DIRECTIONS —
Repeat each record below exactly, omitting whatever pictures appear in it.

Images with localized body landmarks:
....
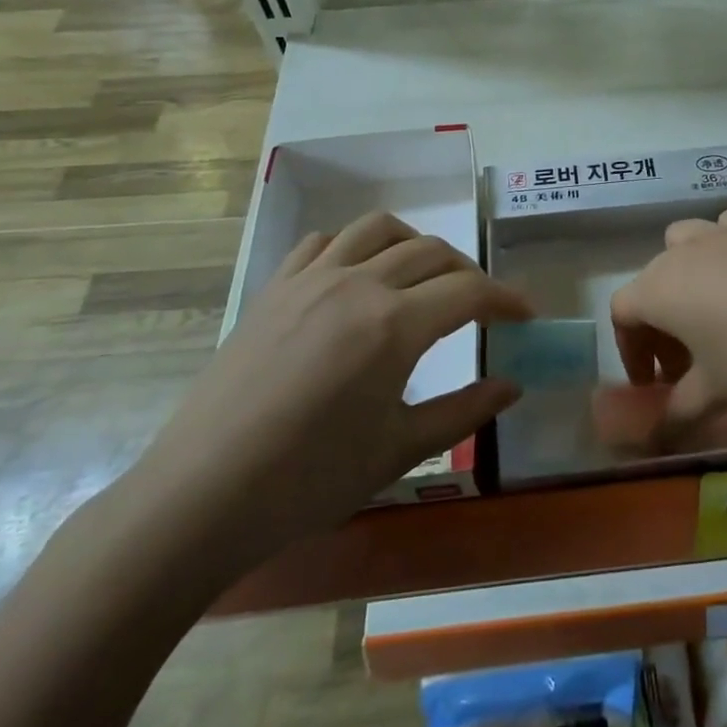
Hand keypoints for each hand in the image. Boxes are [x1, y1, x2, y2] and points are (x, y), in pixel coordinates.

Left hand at [130, 212, 529, 577]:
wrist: (201, 497)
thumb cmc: (308, 481)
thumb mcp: (398, 450)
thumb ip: (463, 410)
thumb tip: (513, 386)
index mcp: (394, 324)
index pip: (469, 291)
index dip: (506, 298)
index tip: (525, 314)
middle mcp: (358, 284)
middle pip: (431, 251)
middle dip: (467, 272)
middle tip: (480, 305)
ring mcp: (310, 280)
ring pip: (378, 229)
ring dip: (413, 243)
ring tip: (422, 275)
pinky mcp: (274, 289)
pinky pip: (323, 243)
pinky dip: (353, 248)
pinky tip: (355, 278)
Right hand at [609, 209, 726, 431]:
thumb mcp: (717, 394)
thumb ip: (679, 413)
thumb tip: (657, 439)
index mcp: (659, 289)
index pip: (622, 313)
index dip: (630, 350)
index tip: (653, 383)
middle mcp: (684, 251)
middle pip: (653, 280)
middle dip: (660, 322)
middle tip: (685, 363)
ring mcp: (724, 233)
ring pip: (686, 243)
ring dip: (687, 276)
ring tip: (714, 313)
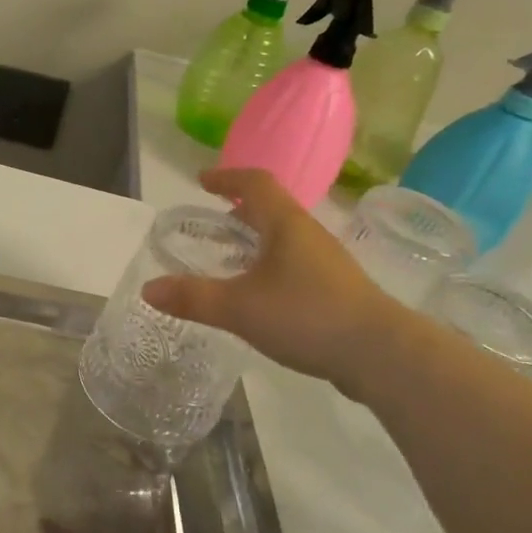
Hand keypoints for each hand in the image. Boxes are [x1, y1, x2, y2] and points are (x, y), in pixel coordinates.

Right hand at [141, 168, 402, 395]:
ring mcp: (327, 263)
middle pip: (272, 208)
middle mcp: (308, 235)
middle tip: (213, 220)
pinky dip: (270, 265)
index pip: (255, 183)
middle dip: (240, 209)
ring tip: (231, 257)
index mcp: (286, 224)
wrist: (383, 354)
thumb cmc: (307, 316)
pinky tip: (260, 294)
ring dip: (257, 238)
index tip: (202, 180)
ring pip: (285, 238)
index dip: (227, 177)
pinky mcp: (337, 290)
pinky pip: (295, 264)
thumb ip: (193, 297)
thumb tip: (148, 288)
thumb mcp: (239, 307)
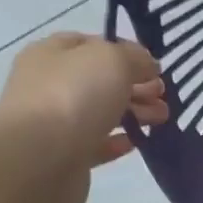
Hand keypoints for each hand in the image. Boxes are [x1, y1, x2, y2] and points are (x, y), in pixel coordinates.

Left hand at [0, 32, 167, 202]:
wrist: (40, 159)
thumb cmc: (74, 96)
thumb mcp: (113, 60)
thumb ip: (135, 58)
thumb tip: (147, 66)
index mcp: (52, 54)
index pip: (91, 44)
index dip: (125, 51)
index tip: (154, 67)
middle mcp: (49, 84)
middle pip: (99, 80)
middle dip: (135, 85)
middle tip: (163, 95)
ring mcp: (54, 122)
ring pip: (101, 112)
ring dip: (133, 113)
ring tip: (161, 119)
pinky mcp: (64, 156)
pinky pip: (96, 143)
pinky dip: (117, 141)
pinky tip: (136, 141)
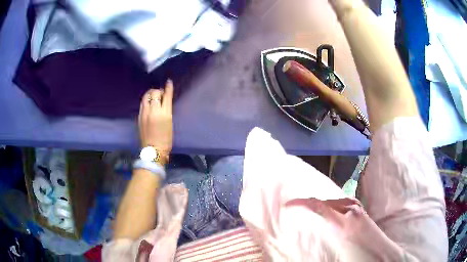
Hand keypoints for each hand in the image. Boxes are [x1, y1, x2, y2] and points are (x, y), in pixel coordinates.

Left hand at [138, 80, 173, 157]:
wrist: (154, 150)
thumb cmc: (166, 139)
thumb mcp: (170, 123)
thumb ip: (167, 110)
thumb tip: (164, 101)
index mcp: (165, 113)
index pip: (166, 96)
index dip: (168, 88)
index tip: (169, 82)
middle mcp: (154, 111)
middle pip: (155, 93)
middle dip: (158, 91)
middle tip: (161, 94)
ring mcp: (145, 113)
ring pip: (147, 96)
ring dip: (151, 93)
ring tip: (154, 96)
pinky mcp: (140, 117)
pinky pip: (142, 103)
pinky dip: (146, 100)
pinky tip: (149, 103)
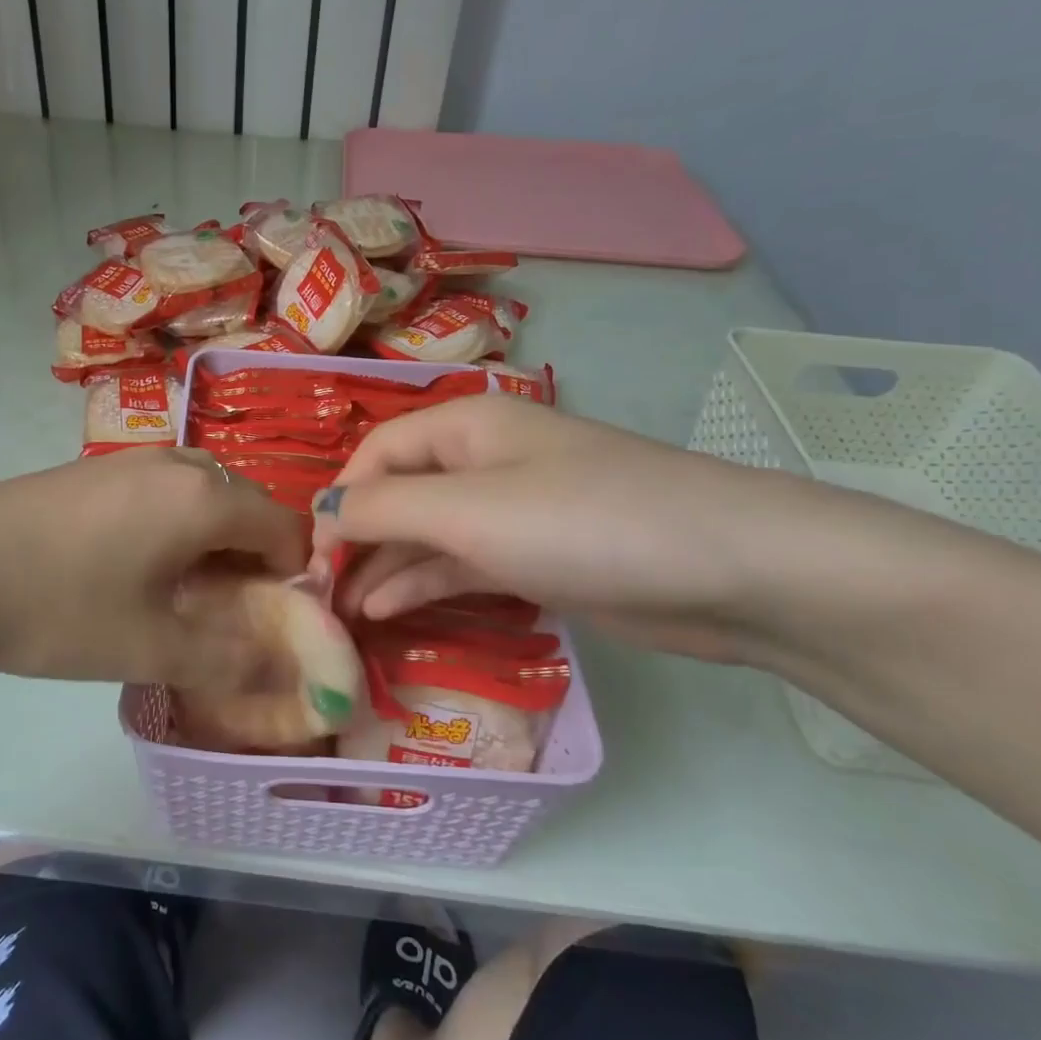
....
OUTPUT FOR THIS EXERCISE —
Hand keypoints for each hand in the image. Boxes are [x1, y1, x2, y2] and points are (x, y), in pixel coordinates.

Left hand at [130, 212, 529, 577]:
wrist: (201, 497)
thumb cmc: (308, 481)
thumb mcp: (398, 450)
thumb ip: (463, 410)
thumb tip: (513, 386)
index mcp: (394, 324)
index pip: (469, 291)
index dip: (506, 298)
index tip: (525, 314)
middle mcp: (358, 284)
middle pip: (431, 251)
middle dip: (467, 272)
middle tip: (480, 305)
ring mcp: (310, 280)
ring pip: (378, 229)
ring dip: (413, 243)
ring tip: (422, 275)
pinky mcp: (274, 289)
pinky pip: (323, 243)
pinky dip: (353, 248)
pinky tip: (355, 278)
Right hand at [609, 209, 726, 431]:
thumb mcp: (717, 394)
thumb ip: (679, 413)
thumb tip: (657, 439)
index mcp: (659, 289)
index pip: (622, 313)
index dip: (630, 350)
index tip: (653, 383)
middle mcp: (684, 251)
middle pip: (653, 280)
middle dip: (660, 322)
middle tip: (685, 363)
ring mcp: (724, 233)
ring pip: (686, 243)
ring dip: (687, 276)
ring tip: (714, 313)
Hand keypoints for each hand in the image. Boxes are [x1, y1, x2, y2] and points are (x, y), in pixel coordinates.

Right hand at [141, 168, 402, 395]:
ring mcp: (327, 263)
middle pip: (272, 208)
middle mcp: (308, 235)
middle tip: (213, 220)
pinky dip: (270, 265)
index pip: (255, 183)
middle dip: (240, 209)
ring tip: (231, 257)
index mcp: (286, 224)
wrist: (383, 354)
thumb cmc: (307, 316)
pinky tip: (260, 294)
ring dip: (257, 238)
index tip: (202, 180)
ring pip: (285, 238)
index dip: (227, 177)
pinky mcp: (337, 290)
pinky pip: (295, 264)
thumb ip: (193, 297)
thumb tip: (148, 288)
thumb mcp: (239, 307)
Hand keypoints for each hand in the image. Boxes are [x1, y1, x2, y2] and points are (x, y), in pixel coordinates.

Left hand at [0, 32, 167, 202]:
wrist: (40, 159)
thumb cmc: (74, 96)
thumb mcp: (113, 60)
thumb ip: (135, 58)
thumb tip: (147, 66)
index mcp: (52, 54)
index pip: (91, 44)
index dip: (125, 51)
index tip: (154, 67)
middle mcp: (49, 84)
middle pip: (99, 80)
middle dip: (135, 85)
middle tip: (163, 95)
ring mcp: (54, 122)
ring pip: (101, 112)
ring dip: (133, 113)
ring tip: (161, 119)
pinky mcp: (64, 156)
pinky pip: (96, 143)
pinky dip: (117, 141)
pinky tip: (136, 141)
Hand keypoints for each hand in the image. Boxes are [x1, y1, x2, y2] and points are (x, y), in pixel coordinates.

Left hand at [138, 80, 173, 157]:
wrist: (154, 150)
thumb cmc: (166, 139)
thumb mcp: (170, 123)
thumb ip: (167, 110)
thumb tip: (164, 101)
index mcp: (165, 113)
index pip: (166, 96)
index dip: (168, 88)
index tip: (169, 82)
middle mcp: (154, 111)
middle pip: (155, 93)
middle dip: (158, 91)
middle tip: (161, 94)
ring mcp: (145, 113)
ring pip: (147, 96)
ring dip: (151, 93)
ring tip: (154, 96)
pinky mcp: (140, 117)
pinky pip: (142, 103)
pinky dip: (146, 100)
pinky tip: (149, 103)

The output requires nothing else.